OTT v linear satellite TV: the likely outcome
April 30, 2015 08.30 Europe/London By Chris Dziadul
Linear satellite TV is likely to hold its own for the next few years despite the growing strength of OTT. However, in the long-term it will have to make changes.
Quoting the findings of a report by NSR entitled Linear TV via Satellite: DTH, OTT & IPTV, Satnews reports that the linear satellite TV market will see an increase of over 21,000 channels across both DTH and video distribution platforms by 2024. Indeed, the proliferation of Ultra HD, HD and SD channels, along with a limited impact from OTT platforms, will allow for this growth.
Commenting on the findings, Alan Crisp, Analyst with NSR and lead author of the report, said: “Although OTT platforms have become increasingly mature in North America, elsewhere the development of OTT platforms is in its infancy and is expected to have limited impact on traditional video platforms in the short to medium term”.
In North America, subscriber numbers on most cable TV platforms are declining due to cord cutting, and subscriber growth for DTH platforms has been at sub-par levels for some time.
However, elsewhere platforms are moving from strength to strength, with the pull of exclusive content, sports and localised channels being a significant draw for consumers worldwide to linear TV platforms. NSR does not expect this trend to change soon.
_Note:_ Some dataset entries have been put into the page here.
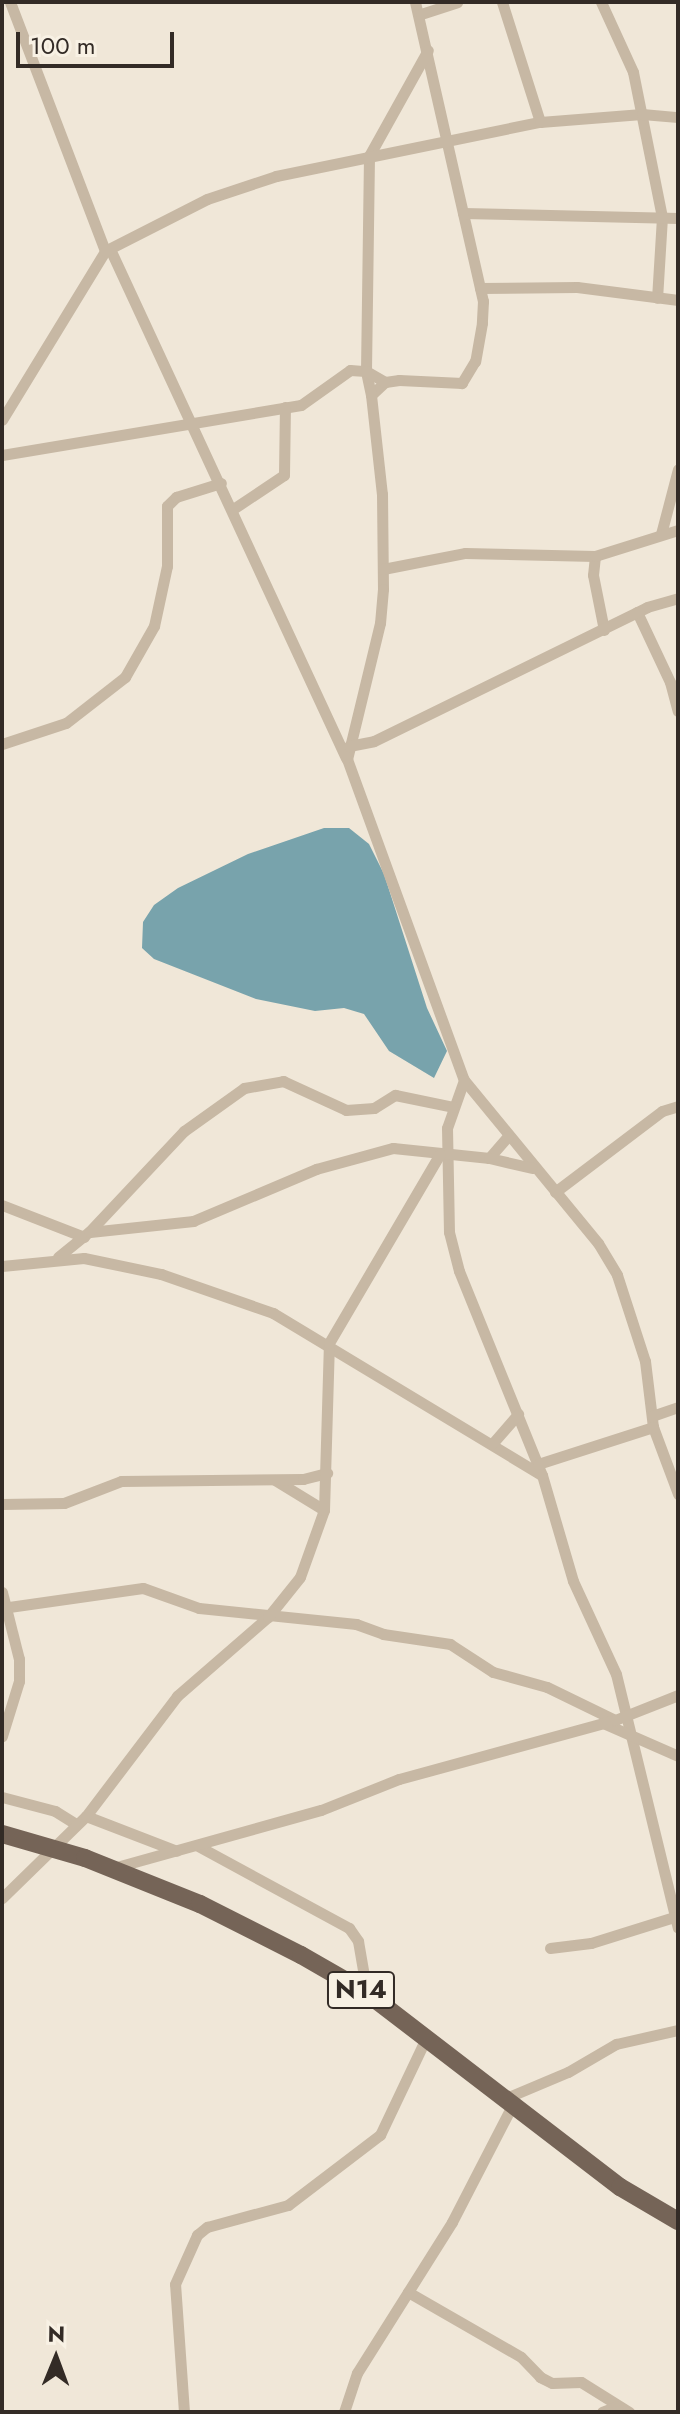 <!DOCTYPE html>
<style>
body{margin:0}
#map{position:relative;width:680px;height:2414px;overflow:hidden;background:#f0e7d8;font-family:Jost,sans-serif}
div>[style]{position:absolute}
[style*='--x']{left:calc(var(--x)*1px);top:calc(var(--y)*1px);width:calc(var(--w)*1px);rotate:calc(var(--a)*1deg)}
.water>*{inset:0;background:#78a3ac}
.minor>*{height:11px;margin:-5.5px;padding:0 5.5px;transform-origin:5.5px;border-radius:5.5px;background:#c7b8a4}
.primary>*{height:18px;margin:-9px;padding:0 9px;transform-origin:9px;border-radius:9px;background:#756457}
span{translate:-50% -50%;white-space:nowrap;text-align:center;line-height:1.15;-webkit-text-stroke:6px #f8f1e4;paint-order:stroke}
.shield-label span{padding:2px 6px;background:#f8f1e4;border:2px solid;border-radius:6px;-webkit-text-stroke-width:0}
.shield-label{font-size:26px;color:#332b26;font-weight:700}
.frame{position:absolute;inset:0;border:4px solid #332b26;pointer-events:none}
.north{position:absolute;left:16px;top:2318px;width:80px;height:80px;-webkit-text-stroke:6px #f8f1e4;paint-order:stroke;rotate:1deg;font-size:22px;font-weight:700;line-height:32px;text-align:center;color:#332b26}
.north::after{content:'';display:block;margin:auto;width:28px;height:36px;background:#332b26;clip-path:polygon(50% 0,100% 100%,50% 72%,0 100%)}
.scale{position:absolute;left:16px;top:32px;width:158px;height:36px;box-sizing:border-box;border:4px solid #332b26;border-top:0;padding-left:10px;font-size:24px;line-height:28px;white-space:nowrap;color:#332b26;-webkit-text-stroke:6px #f8f1e4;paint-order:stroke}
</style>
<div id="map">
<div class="water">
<i style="clip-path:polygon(324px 828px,349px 828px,369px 844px,384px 874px,427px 1008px,447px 1051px,434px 1078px,389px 1051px,364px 1014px,344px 1008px,315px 1011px,256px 999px,154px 959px,142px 948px,143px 922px,154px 905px,178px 888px,248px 854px)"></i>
</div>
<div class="minor">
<i style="--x:10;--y:2;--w:267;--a:69.1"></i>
<i style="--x:415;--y:2;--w:307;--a:77.2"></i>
<i style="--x:483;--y:301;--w:22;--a:93"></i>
<i style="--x:482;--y:323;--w:39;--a:100"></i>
<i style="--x:475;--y:361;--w:26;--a:121"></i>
<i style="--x:462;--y:383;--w:63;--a:-177.3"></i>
<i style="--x:399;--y:380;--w:14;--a:172"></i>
<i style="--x:385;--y:382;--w:19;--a:137"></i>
<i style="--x:371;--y:395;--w:100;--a:83.7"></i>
<i style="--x:382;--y:494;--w:95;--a:89.4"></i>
<i style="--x:383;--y:589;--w:34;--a:95"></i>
<i style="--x:380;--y:623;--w:140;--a:103.6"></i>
<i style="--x:347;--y:759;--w:342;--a:70"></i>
<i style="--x:464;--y:1080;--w:211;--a:50.6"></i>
<i style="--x:598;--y:1243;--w:37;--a:59"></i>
<i style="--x:617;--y:1275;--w:90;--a:72"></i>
<i style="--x:645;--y:1361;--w:66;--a:83.1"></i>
<i style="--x:653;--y:1427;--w:72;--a:69.5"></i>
<i style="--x:502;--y:2;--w:126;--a:72.4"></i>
<i style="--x:601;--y:2;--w:77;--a:65.4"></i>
<i style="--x:633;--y:72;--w:148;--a:78.7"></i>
<i style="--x:662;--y:217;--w:81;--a:93.5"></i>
<i style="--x:421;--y:14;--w:38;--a:-18"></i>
<i style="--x:463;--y:213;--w:215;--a:1.3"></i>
<i style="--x:110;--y:249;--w:561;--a:65.13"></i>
<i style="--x:480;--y:288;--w:97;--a:-0.6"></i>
<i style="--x:577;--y:287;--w:102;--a:7.3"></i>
<i style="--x:371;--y:395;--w:25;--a:-102"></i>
<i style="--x:366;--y:371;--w:215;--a:-89.2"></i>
<i style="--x:369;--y:156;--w:121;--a:-60.9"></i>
<i style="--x:2;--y:420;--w:198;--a:-58.6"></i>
<i style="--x:105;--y:251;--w:114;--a:-27"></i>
<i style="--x:207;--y:199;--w:73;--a:-18.4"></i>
<i style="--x:276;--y:176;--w:269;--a:-11.6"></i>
<i style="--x:540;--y:122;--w:102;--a:-4.5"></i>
<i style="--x:642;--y:114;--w:36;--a:5"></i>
<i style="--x:2;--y:455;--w:303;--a:-9.5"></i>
<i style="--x:301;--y:405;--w:60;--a:-35.5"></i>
<i style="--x:350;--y:370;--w:16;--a:4"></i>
<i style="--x:366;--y:371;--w:22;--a:30"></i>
<i style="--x:233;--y:509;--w:61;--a:-33.7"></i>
<i style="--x:284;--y:475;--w:68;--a:-89.2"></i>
<i style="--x:661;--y:534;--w:67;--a:-75.3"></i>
<i style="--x:595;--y:556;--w:19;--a:96"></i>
<i style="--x:593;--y:575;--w:56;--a:78.7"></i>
<i style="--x:383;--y:569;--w:84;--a:-11"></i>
<i style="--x:465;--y:553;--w:130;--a:1.3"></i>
<i style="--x:595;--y:556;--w:87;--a:-17.4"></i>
<i style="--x:637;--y:612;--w:77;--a:64.8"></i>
<i style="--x:670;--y:682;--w:30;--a:75"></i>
<i style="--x:2;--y:744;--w:67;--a:-18.2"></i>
<i style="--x:66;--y:723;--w:75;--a:-37.9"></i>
<i style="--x:125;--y:677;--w:59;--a:-60.4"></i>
<i style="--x:154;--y:626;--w:61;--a:-77.8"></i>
<i style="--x:167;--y:566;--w:60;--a:-90"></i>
<i style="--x:167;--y:506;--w:13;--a:-45"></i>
<i style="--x:176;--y:497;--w:47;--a:-17.3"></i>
<i style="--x:349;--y:746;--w:25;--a:-11"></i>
<i style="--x:374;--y:741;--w:304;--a:-26.1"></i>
<i style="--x:647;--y:607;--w:32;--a:-16"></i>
<i style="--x:464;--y:1080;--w:51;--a:109.5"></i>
<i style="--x:447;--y:1128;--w:104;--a:88.9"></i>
<i style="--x:449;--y:1232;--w:40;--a:75.6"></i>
<i style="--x:459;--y:1271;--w:220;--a:67.9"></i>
<i style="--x:542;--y:1475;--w:110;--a:73.7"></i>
<i style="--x:573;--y:1581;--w:102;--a:65.2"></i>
<i style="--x:616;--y:1674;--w:261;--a:76.3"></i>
<i style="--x:489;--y:1158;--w:29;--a:-49"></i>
<i style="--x:555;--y:1192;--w:134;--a:-37.1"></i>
<i style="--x:662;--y:1111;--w:17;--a:-17"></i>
<i style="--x:2;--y:1205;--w:88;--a:21.3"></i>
<i style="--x:90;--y:1232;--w:104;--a:-6.1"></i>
<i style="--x:193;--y:1221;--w:134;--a:-22.9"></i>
<i style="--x:316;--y:1169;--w:80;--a:-15.3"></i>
<i style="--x:393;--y:1148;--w:97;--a:5.9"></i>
<i style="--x:489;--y:1158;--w:44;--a:13.1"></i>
<i style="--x:58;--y:1257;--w:40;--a:-39"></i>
<i style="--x:89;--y:1232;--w:139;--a:-46.8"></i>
<i style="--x:184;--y:1131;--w:74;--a:-35.6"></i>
<i style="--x:244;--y:1088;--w:40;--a:-10"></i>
<i style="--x:283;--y:1081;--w:69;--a:24.7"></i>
<i style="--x:346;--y:1110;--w:28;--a:-4"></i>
<i style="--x:374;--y:1108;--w:25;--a:-32"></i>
<i style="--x:395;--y:1095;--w:59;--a:11.7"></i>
<i style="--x:2;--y:1266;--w:82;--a:-5.6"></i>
<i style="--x:84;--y:1258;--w:79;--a:11.7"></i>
<i style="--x:161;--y:1274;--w:119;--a:19.2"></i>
<i style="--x:273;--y:1313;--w:314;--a:31.1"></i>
<i style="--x:652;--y:1416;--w:28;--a:-19"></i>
<i style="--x:492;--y:1444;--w:40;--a:-49"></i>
<i style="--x:538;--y:1464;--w:121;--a:-17.8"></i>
<i style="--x:275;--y:1480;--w:57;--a:31.5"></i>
<i style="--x:2;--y:1504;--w:62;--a:-0.9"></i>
<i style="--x:64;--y:1503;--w:61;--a:-21.1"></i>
<i style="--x:121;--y:1481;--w:182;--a:-0.6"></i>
<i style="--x:303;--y:1479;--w:25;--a:-14"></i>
<i style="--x:2;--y:1592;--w:69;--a:75.8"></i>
<i style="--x:19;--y:1659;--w:22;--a:90"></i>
<i style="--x:19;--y:1681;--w:58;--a:107.2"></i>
<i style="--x:2;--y:1608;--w:142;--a:-8.1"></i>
<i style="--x:143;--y:1588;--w:59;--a:19.7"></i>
<i style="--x:199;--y:1608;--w:158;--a:5.8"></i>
<i style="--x:356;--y:1624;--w:29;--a:20"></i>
<i style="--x:383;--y:1634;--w:68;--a:8.5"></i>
<i style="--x:450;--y:1644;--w:51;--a:33.1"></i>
<i style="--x:493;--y:1672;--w:56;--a:15.5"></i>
<i style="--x:547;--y:1687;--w:76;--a:25.9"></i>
<i style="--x:603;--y:1723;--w:82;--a:23.7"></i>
<i style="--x:2;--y:1797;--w:55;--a:14.8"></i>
<i style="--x:55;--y:1811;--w:25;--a:32"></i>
<i style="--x:86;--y:1816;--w:97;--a:21"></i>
<i style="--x:198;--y:1846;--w:172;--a:28.5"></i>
<i style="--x:349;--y:1928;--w:16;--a:55"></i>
<i style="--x:358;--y:1941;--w:53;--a:80.2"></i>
<i style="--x:113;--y:1868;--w:216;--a:-15.6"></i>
<i style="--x:321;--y:1810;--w:84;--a:-21.7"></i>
<i style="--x:399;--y:1779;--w:224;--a:-15.3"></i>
<i style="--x:615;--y:1720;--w:68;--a:-21.6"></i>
<i style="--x:2;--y:1898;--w:117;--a:-44.3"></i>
<i style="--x:86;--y:1816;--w:151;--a:-52.8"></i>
<i style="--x:177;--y:1696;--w:121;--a:-41"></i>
<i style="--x:268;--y:1617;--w:51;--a:-51.3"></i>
<i style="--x:300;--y:1577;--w:71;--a:-70.3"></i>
<i style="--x:324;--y:1510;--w:167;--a:-88.3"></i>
<i style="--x:329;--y:1343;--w:219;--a:-59.6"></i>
<i style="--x:550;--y:1948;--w:41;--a:-7"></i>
<i style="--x:591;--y:1943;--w:87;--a:-17.4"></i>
<i style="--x:506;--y:2098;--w:67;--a:-22.8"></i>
<i style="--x:568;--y:2072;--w:56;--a:-30.3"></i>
<i style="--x:616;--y:2044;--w:64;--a:-12.7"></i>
<i style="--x:408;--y:2292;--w:130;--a:29.9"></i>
<i style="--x:521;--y:2357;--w:28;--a:46"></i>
<i style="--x:540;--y:2377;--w:13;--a:27"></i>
<i style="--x:552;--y:2383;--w:29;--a:-2"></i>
<i style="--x:581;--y:2382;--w:57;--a:32"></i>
<i style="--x:184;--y:2412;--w:128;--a:-94"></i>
<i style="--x:175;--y:2284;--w:54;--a:-65.8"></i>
<i style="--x:197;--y:2235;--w:13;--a:-39"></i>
<i style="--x:207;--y:2227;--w:84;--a:-15.2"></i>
<i style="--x:288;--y:2205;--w:116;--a:-37.3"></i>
<i style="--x:380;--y:2135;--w:107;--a:-64.6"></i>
<i style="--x:344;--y:2412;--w:41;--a:-71.6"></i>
<i style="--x:357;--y:2373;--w:178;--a:-57.8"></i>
<i style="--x:452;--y:2222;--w:133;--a:-62.7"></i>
<i style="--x:602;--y:2412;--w:17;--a:-21"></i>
</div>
<div class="primary">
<i style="--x:2;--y:1834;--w:86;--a:16.1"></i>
<i style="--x:85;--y:1858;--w:124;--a:21.8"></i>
<i style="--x:200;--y:1904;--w:113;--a:26.8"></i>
<i style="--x:301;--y:1955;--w:76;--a:29.9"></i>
<i style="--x:367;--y:1993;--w:319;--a:37.5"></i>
<i style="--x:620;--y:2187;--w:67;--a:30.4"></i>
</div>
<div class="shield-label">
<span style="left:361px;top:1990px">N14</span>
</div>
<div class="frame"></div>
<div class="north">N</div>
<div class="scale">100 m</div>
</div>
Meanwhile, particularly in developing regions, access to high quality and fast internet access remains a bottleneck for the adoption of OTT platforms, with wireless technologies such as 3G/LTE not suited to the demanding bandwidth required for streaming video content. As such, unless a ubiquitous fixed line or low cost satellite broadband service is introduced, traditional pay-TV platforms are unlikely to be strongly impacted.
Leased capacity video will therefore continue to exhibit strong growth, with over 3,500 satellite transponders to be leased in 2024 for DTH and video distribution services globally.
Crisp added: “Nevertheless, longer-term, it will essentially be compulsory for DTH and other pay-TV platforms to offer OTT as a supplementary service, to both increase retention amongst existing subscribers, and signing up new subs based on exclusive content, and effectively becoming a ‘one-stop-shop’ for content as much as feasibly possible”.